Alexandre Freitas Câmara (citado por ROCHA, 2007) ensina que ônus da prova é “todo elemento que contribui para a formação da convicção do juiz a respeito da existência de determinado fato”.
O ônus da prova trata da necessidade de que a parte produza prova dos fatos trazidos aos autos, que tenham relevância e que sejam controvertidos. Seu intuito será que o magistrado sentencie a seu favor.
O sucesso das alegações da parte está diretamente relacionado à sua atividade probatória, no seu interesse em demonstrar os atos que satisfarão o direito invocado.
Cabe lembrar neste momento que não há obrigação legal da parte produzir suas provas, a realização destas é dependente da vontade da parte e de igual forma, não há uma sanção pelo seu não cumprimento. Tem-se que o ônus a prova é uma espécie de vantagem conferida à parte para formar a certeza do juízo sobre os fatos que narrou, o que demonstra uma total influência sobre o julgado.
Esclarece Emília Simeão Albino Sako (2008, p. 28) que:
ônus subjetivo da prova refere-se à definição do que deve ser provado, enquanto ônus objetivo diz respeito à regra jurídica que define a quem cabe produzir a prova (CPC, art. 333; CLT, art. 818; CDC, art. 6º e 38).
Sobre um aspecto geral, diante de fatos alegados sem a devida prova, o Estado-Juiz decidirá em desfavor da parte a quem incumbia a produção da referida prova, vez que o fato exposto será tido como inexistente. Assim, a parte arcará com a responsabilidade da sua falta de ação, ou melhor, da sua falta de provas, trazendo por consequência lógica, o indeferimento de suas exposições fáticas.

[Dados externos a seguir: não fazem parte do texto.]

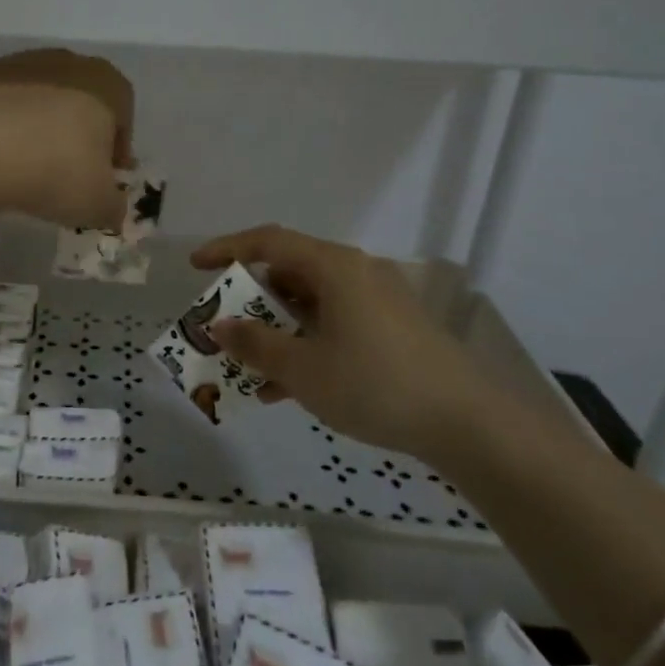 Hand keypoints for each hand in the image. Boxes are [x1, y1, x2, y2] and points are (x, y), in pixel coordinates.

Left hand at [0, 49, 133, 229]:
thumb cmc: (58, 172)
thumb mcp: (100, 205)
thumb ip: (114, 206)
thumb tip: (112, 209)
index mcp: (107, 84)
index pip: (123, 114)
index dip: (117, 148)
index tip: (105, 176)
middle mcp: (69, 62)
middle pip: (82, 99)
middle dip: (78, 132)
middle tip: (68, 170)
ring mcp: (22, 63)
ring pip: (41, 97)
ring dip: (40, 124)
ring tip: (29, 163)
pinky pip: (5, 102)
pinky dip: (5, 122)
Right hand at [190, 224, 503, 465]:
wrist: (468, 424)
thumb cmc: (375, 384)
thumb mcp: (302, 369)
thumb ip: (255, 344)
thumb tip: (219, 325)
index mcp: (334, 267)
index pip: (268, 241)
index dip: (226, 249)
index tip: (195, 267)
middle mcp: (356, 273)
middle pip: (289, 272)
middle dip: (249, 300)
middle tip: (222, 324)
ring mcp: (378, 301)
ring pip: (311, 304)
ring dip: (275, 330)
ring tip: (247, 366)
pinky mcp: (393, 329)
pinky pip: (334, 325)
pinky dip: (305, 345)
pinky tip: (286, 388)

Pontes de Miranda (1996, 6:270), faz as seguintes considerações sobre ônus da prova:
O ônus da prova é objetivo, não subjetivo. Como partes, sujeitos da relação jurídica processual, todos os figurantes hão de provar, inclusive quanto às negações. Uma vez que todos têm de provar, não há discriminação subjetiva do ônus da prova. O ônus da prova, objetivo, regula consequência de se não haver produzido prova. Em verdade, as regras sobre consequências da falta de prova exaurem a teoria do ônus da prova. Se falta prova, é que se tem de pensar em se determinar a quem carga a prova. O problema da carga ou ônus da prova é, portanto, o de determinar-se a quem vão as consequências de se não haver provado; ao que afirmou a existência do fato jurídico (e foi, na demanda, o autor), ou a quem contra-afirmou (negou ou afirmou algo que exclui a validade ou eficácia do fato jurídico afirmado), seja o outro interessado, ou, na demanda, o réu.
Por outro ângulo, caso a prova não tenha sido apresentada pela parte que lhe incumbia, o seu pedido poderá ser considerado procedente em virtude da apresentação da prova pela parte adversa que lhe seja favorável.
Destarte, independente de qual litigante tenha produzido a prova, o magistrado levará em conta os fatos conforme demonstrados.
Neste momento cabe lembrar que em ocorrência de revelia haverá presunção de veracidade quanto aos fatos alegados pelo autor, não sendo necessária produção de outra prova, exceto em casos de matéria de direito que somente poderá ser comprovada por meio de perícia ou documentos.
Assim, caso o autor, mesmo com a declaração de revelia, não produza as provas a que tinha o dever, o magistrado poderá rejeitar seu pleito, já que a confissão ficta produz presunção apenas sobre a matéria de fato e não de direito.
2. DOS PRINCÍPIOS QUE REGEM O ÔNUS DA PROVA
Em linhas gerais, o ônus da prova advém de três princípios primordiais, que são: o princípio da indeclinabilidade da jurisdição; do dispositivo e da persuasão racional.
Quanto ao princípio da indeclinabilidade da jurisdição, o magistrado não pode se eximir de proferir um julgamento quando não a compreender ou achá-la muito complexa. É a Carta Magna que confere acesso ao Poder Judiciário a todos aqueles que tiverem seu direito violado, e nem mesmo a lei e o aplicador desta poderão impedir ou abster-se de efetuar uma apreciação. Mesmo havendo lacuna ou obscuridade na lei, deverá proferir decisão, nos termos do art. 126, do Código de Processo Civil (BRASIL, 1973).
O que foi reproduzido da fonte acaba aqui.